Les autres actionnaires persistent également : déjà au capital de M6, groupe sur lequel il avait, comme son « ennemi » Rodolphe Saadé essayé de mettre la main, Xavier Niel remet la main au pot pour Brut. C’est d’ailleurs du tandem Saadé-Niel que serait partie cette volonté d’investir 40 millions dans le média, alors même que Daniel Kretinsky formulait de son côté une autre proposition. De même, le financier supposé de la campagne de Joe Biden, James Murdoch, comme le détenteur du Point François Pinault, auraient accepté de réinvestir dans cette plateforme qui touche un public entre les 20 et 35 ans.
Un petit monde bien connu des médias et dont le fondateur de Brut, Guillaume Lacroix, félicite l’action : « Dans une période où l’accès au financement est limité, nous sommes fiers d’avoir des investisseurs qui croient en la robustesse de notre modèle » , a‑t-il fait savoir au Figaro.

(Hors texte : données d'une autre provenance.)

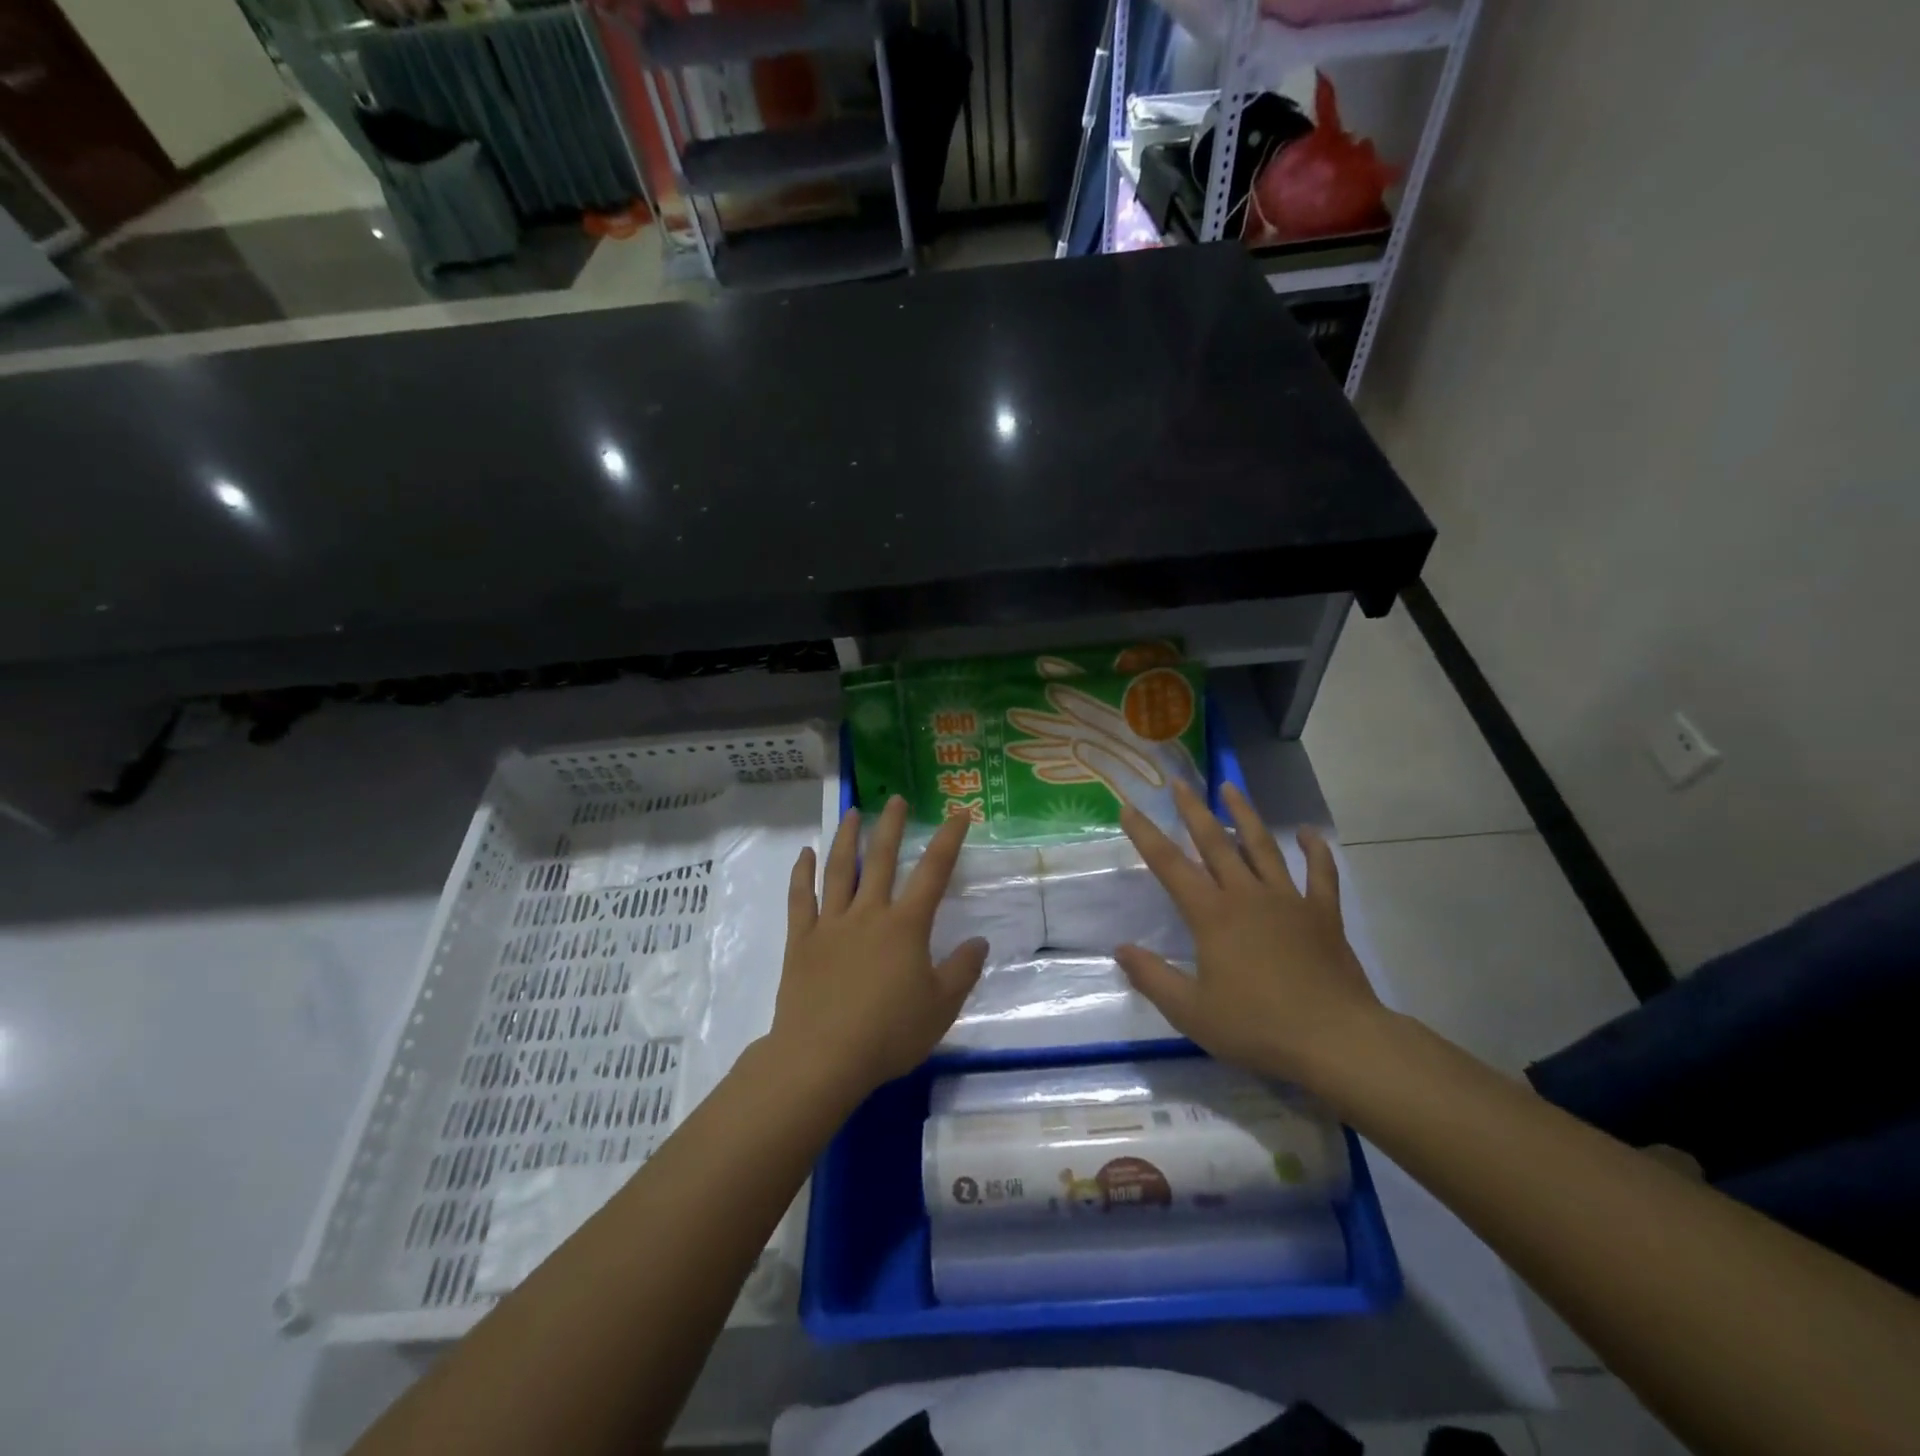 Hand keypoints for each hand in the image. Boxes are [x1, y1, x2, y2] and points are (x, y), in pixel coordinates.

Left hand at [768, 797, 987, 1099]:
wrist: (823, 1057)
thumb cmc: (888, 1033)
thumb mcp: (940, 1007)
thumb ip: (962, 971)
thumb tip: (979, 941)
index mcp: (906, 926)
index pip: (933, 873)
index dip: (948, 840)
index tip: (958, 813)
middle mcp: (868, 914)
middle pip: (881, 859)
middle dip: (891, 826)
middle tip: (895, 798)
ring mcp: (831, 924)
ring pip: (838, 870)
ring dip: (846, 839)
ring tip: (852, 813)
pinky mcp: (801, 940)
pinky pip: (800, 899)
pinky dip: (801, 873)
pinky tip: (804, 854)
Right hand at [1115, 780, 1383, 1086]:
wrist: (1335, 1040)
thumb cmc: (1257, 1026)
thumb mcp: (1192, 1012)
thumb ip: (1152, 978)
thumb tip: (1120, 949)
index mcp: (1212, 915)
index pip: (1169, 865)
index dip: (1146, 835)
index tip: (1129, 807)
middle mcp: (1247, 895)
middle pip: (1215, 842)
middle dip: (1193, 810)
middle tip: (1179, 782)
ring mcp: (1288, 900)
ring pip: (1262, 846)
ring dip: (1244, 815)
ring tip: (1230, 787)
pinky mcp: (1323, 914)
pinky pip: (1320, 873)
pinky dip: (1315, 850)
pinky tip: (1309, 833) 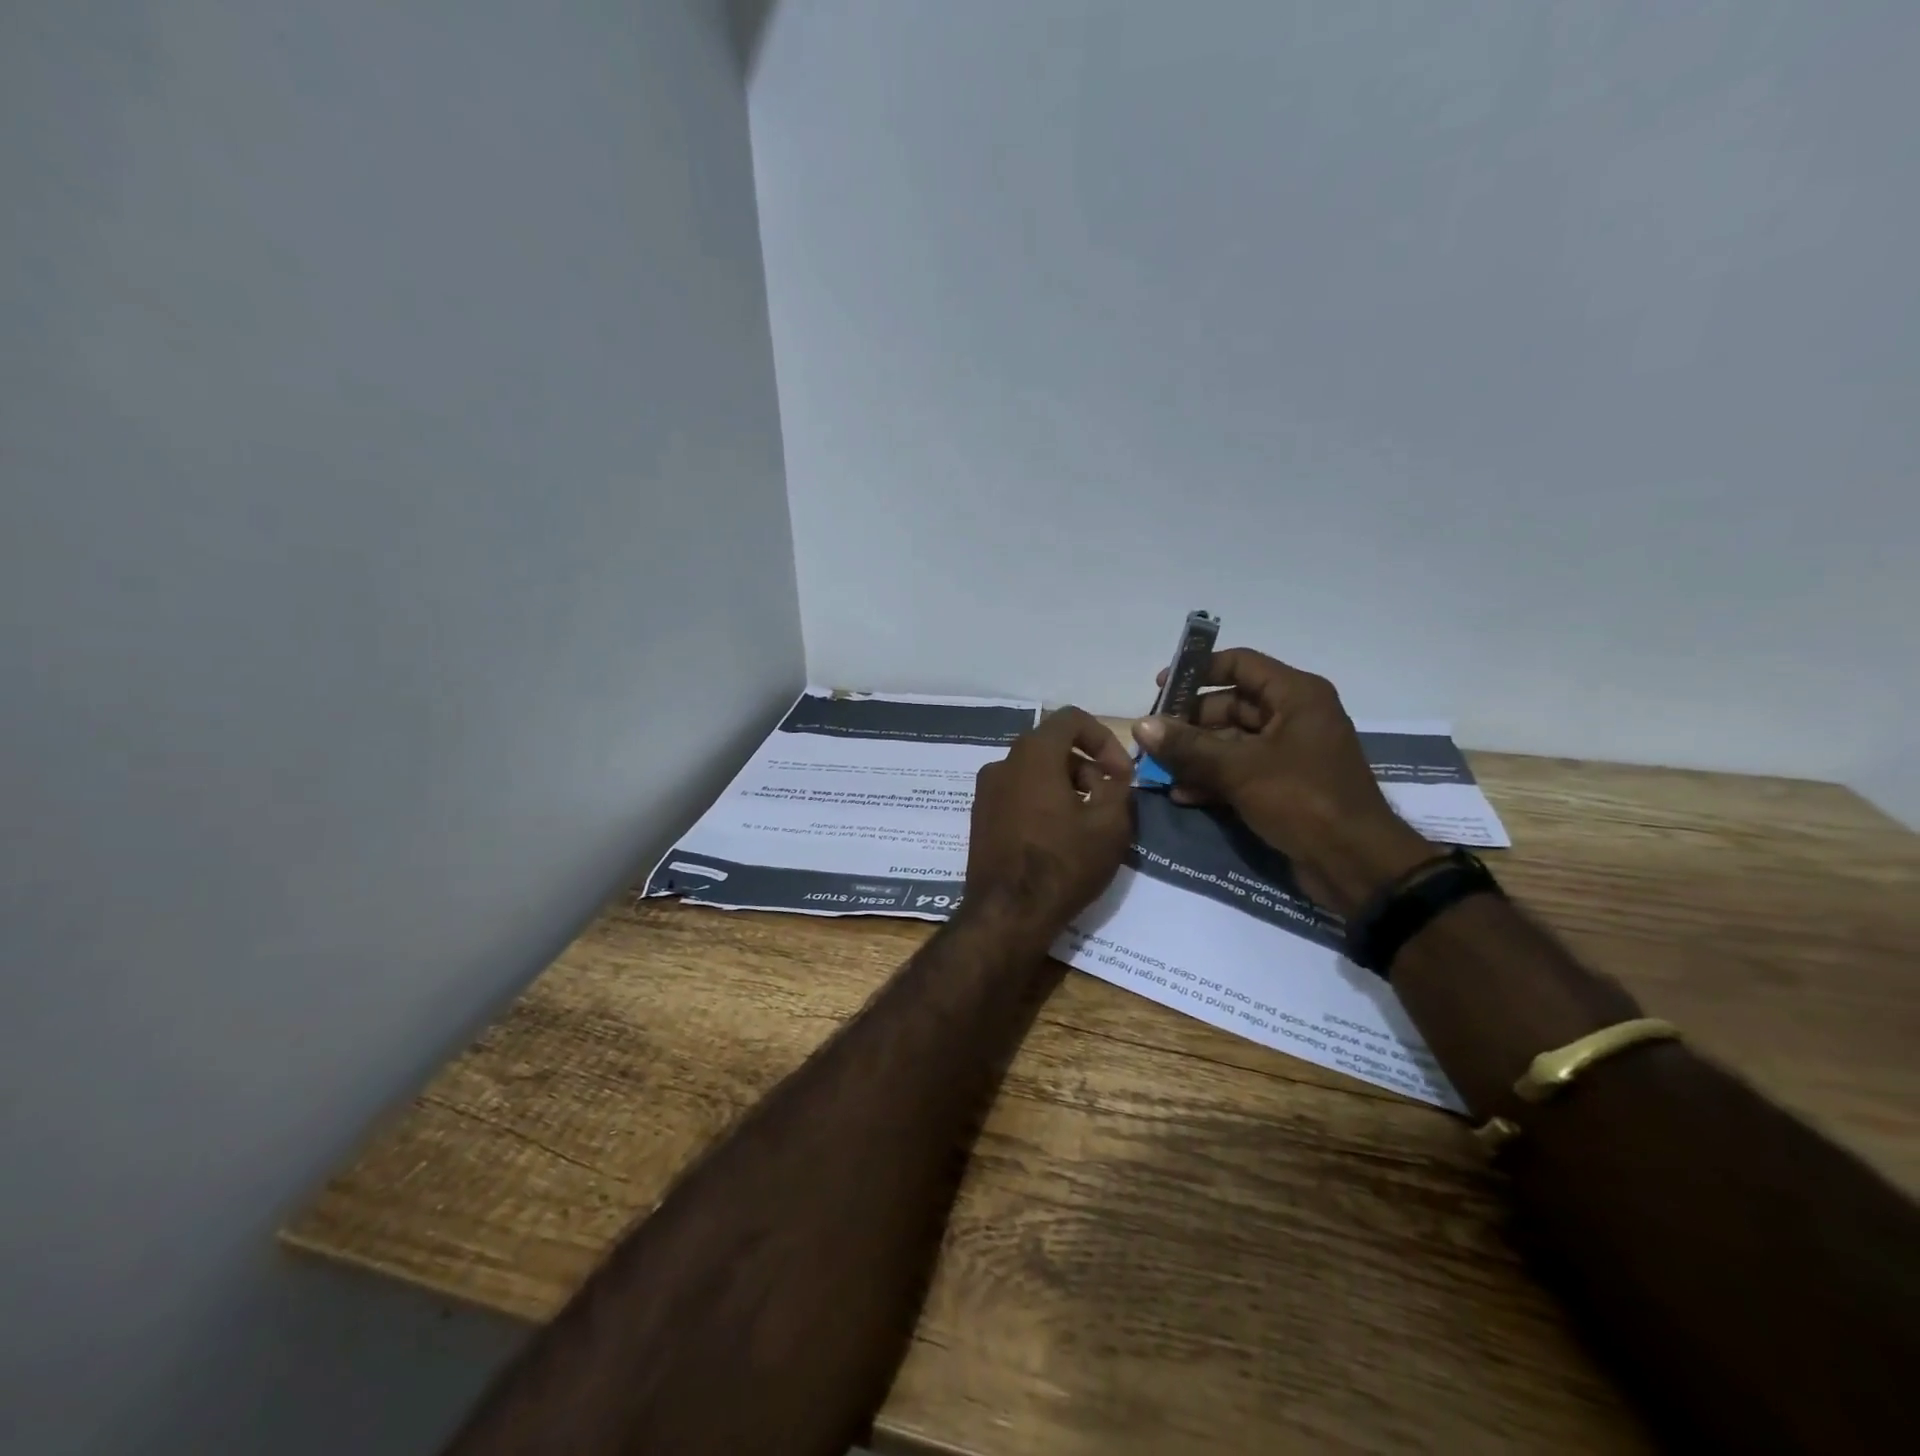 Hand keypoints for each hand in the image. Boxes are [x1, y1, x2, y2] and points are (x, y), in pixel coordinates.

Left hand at [964, 707, 1134, 944]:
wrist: (1007, 914)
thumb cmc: (1063, 864)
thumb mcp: (1110, 823)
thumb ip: (1117, 786)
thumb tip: (1110, 775)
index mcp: (1033, 754)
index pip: (1071, 718)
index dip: (1104, 738)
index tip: (1121, 773)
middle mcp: (1003, 763)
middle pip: (1052, 746)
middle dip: (1087, 766)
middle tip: (1109, 800)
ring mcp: (986, 791)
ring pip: (1035, 772)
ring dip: (1066, 786)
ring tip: (1087, 824)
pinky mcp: (981, 817)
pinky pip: (1018, 794)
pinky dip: (1042, 802)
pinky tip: (1058, 837)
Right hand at [1132, 649, 1434, 914]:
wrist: (1356, 864)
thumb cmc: (1303, 800)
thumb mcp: (1240, 769)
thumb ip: (1188, 746)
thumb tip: (1141, 726)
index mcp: (1296, 696)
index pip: (1240, 664)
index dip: (1198, 672)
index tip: (1161, 689)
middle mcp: (1294, 716)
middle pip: (1231, 705)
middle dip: (1189, 722)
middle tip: (1153, 738)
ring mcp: (1289, 752)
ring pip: (1231, 741)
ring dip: (1196, 755)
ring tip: (1159, 770)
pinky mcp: (1284, 785)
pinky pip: (1240, 770)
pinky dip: (1212, 779)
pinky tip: (1181, 795) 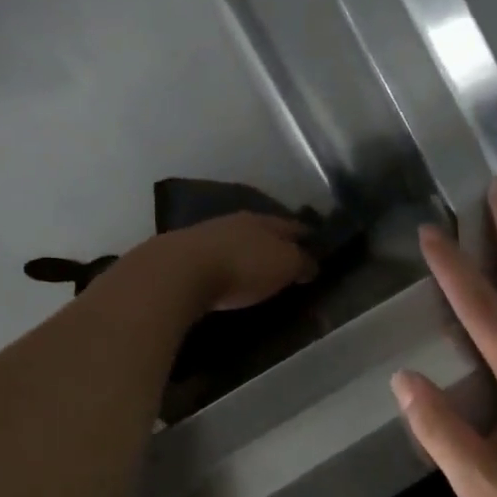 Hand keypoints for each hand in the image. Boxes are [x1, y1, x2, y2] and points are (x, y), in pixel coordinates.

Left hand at [149, 212, 317, 313]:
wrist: (179, 272)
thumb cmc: (242, 267)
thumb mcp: (284, 266)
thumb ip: (301, 263)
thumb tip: (312, 264)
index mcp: (265, 221)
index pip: (294, 226)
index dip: (307, 236)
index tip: (317, 246)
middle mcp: (237, 221)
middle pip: (264, 230)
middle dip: (276, 242)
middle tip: (288, 258)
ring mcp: (208, 235)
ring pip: (237, 241)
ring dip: (249, 252)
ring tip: (258, 268)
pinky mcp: (185, 254)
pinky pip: (216, 257)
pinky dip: (226, 264)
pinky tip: (227, 275) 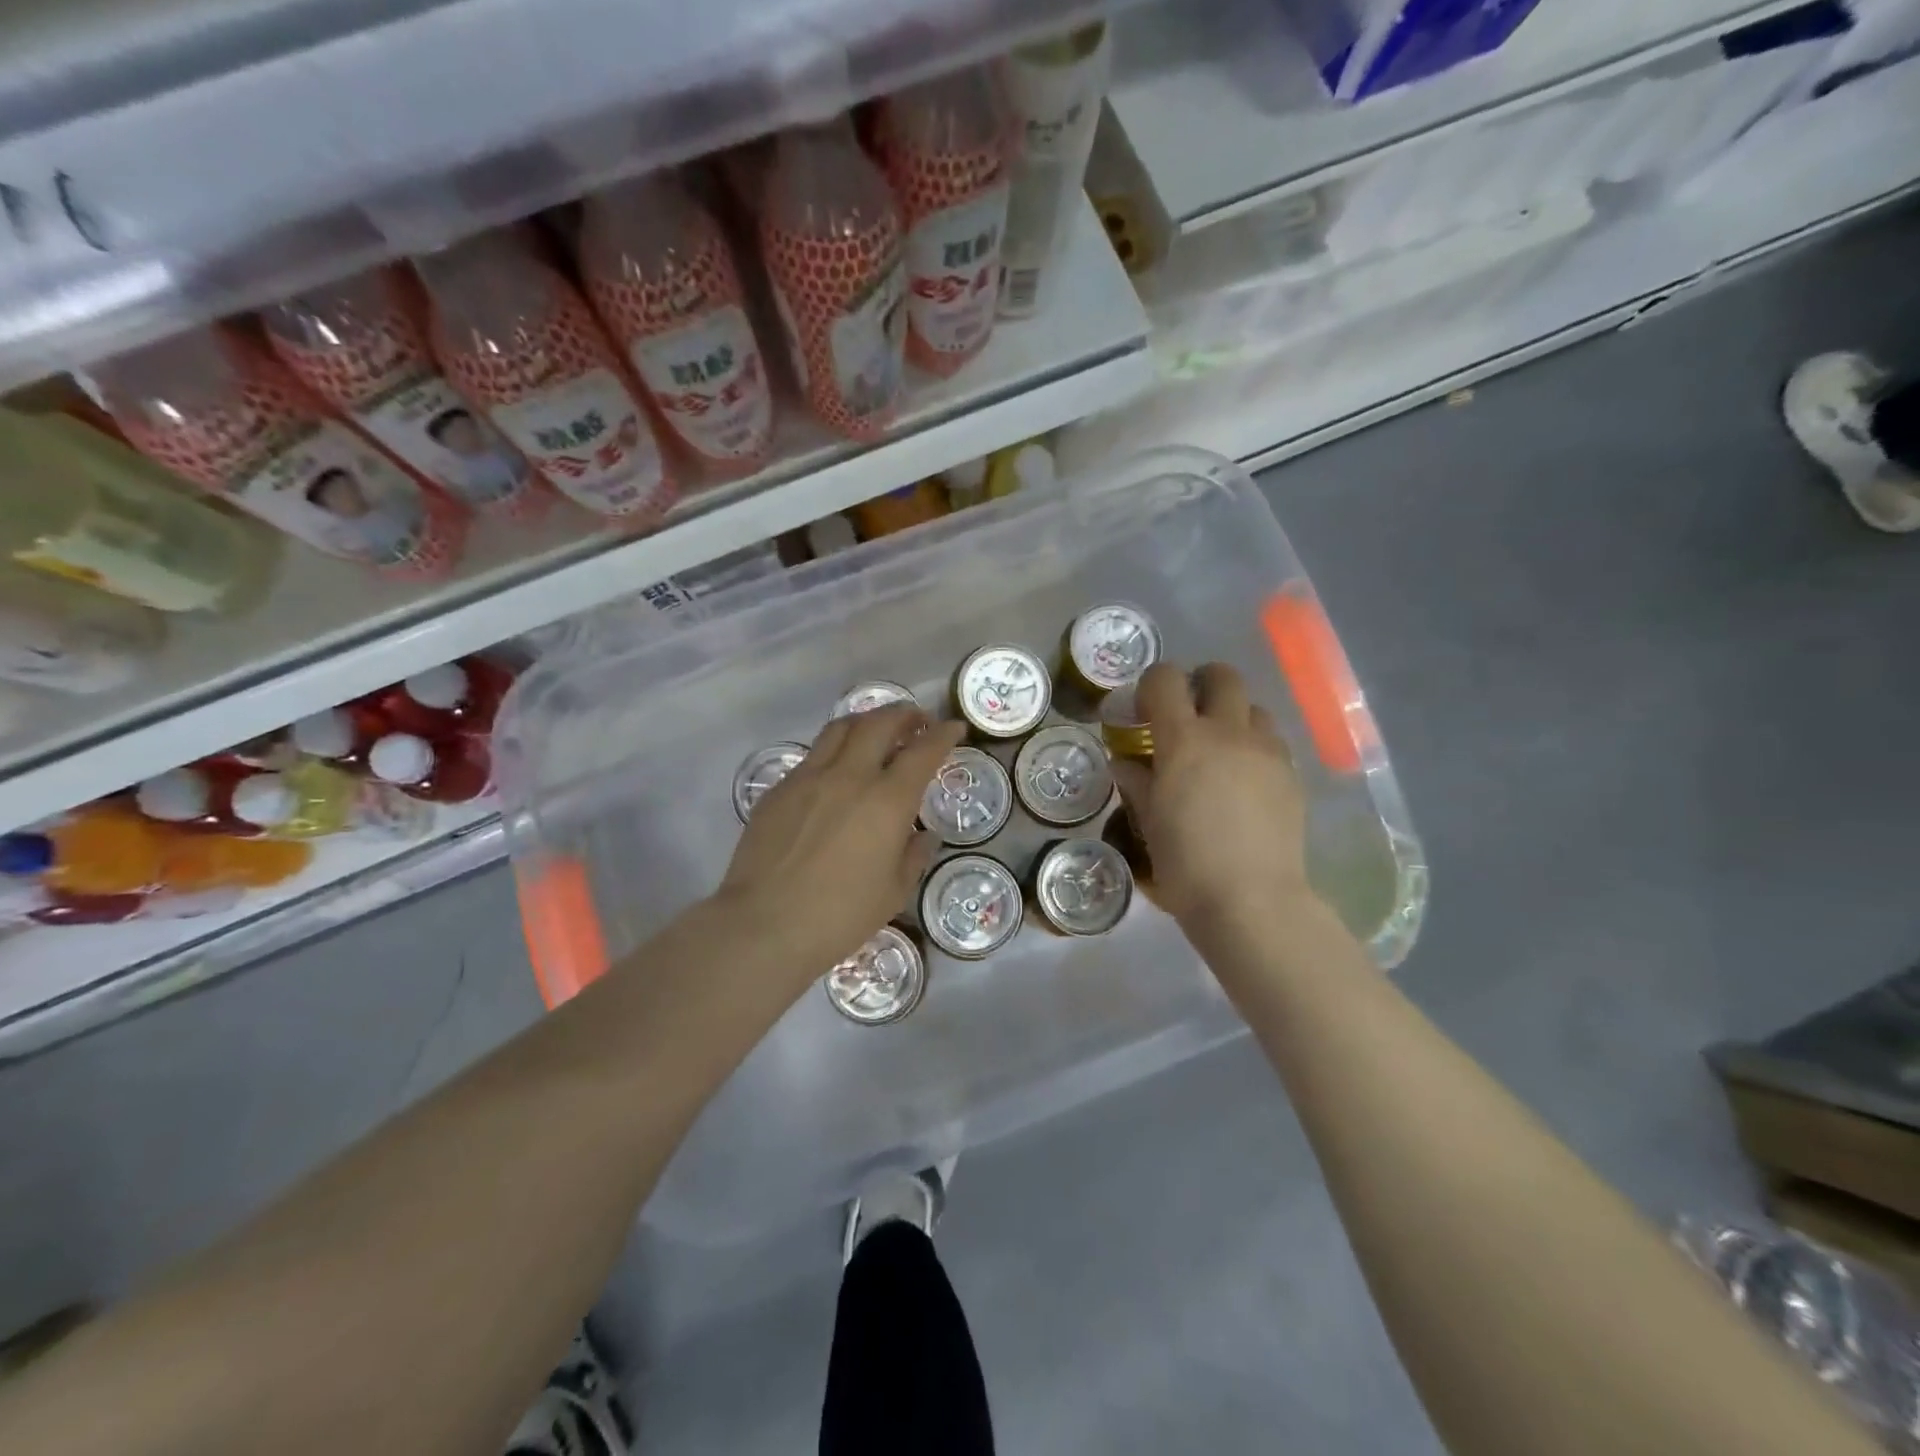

Voir aussi : Brut, infographie
Redynamiser Brut
Les dirigeants et fondateurs de Brut n’en démordent pas : « Cette quatrième levée de fonds depuis nos débuts en 2016 est pour nous celle de la maturité ». Après avoir levé 10 millions d’euros en 2018, environ 36,6 millions en 2019 et 63 millions d’euros en 2021, Brut totalise depuis son lancement il y a sept ans près de 149 millions d’euros réunis. L’enjeu ? Être bénéficiaires d’ici à la fin de l’année 2023, ce qui constituerait selon Guillaume Lacroix « une étape importante pour garantir notre indépendance ». Une indépendance appuyée par des actionnaires qui, pour l’un soutient ouvertement Emmanuel Macron, pour un autre Joe Biden, garantissant quoiqu’il en soit au média une révérence des arcanes politiques dites « mainstream ».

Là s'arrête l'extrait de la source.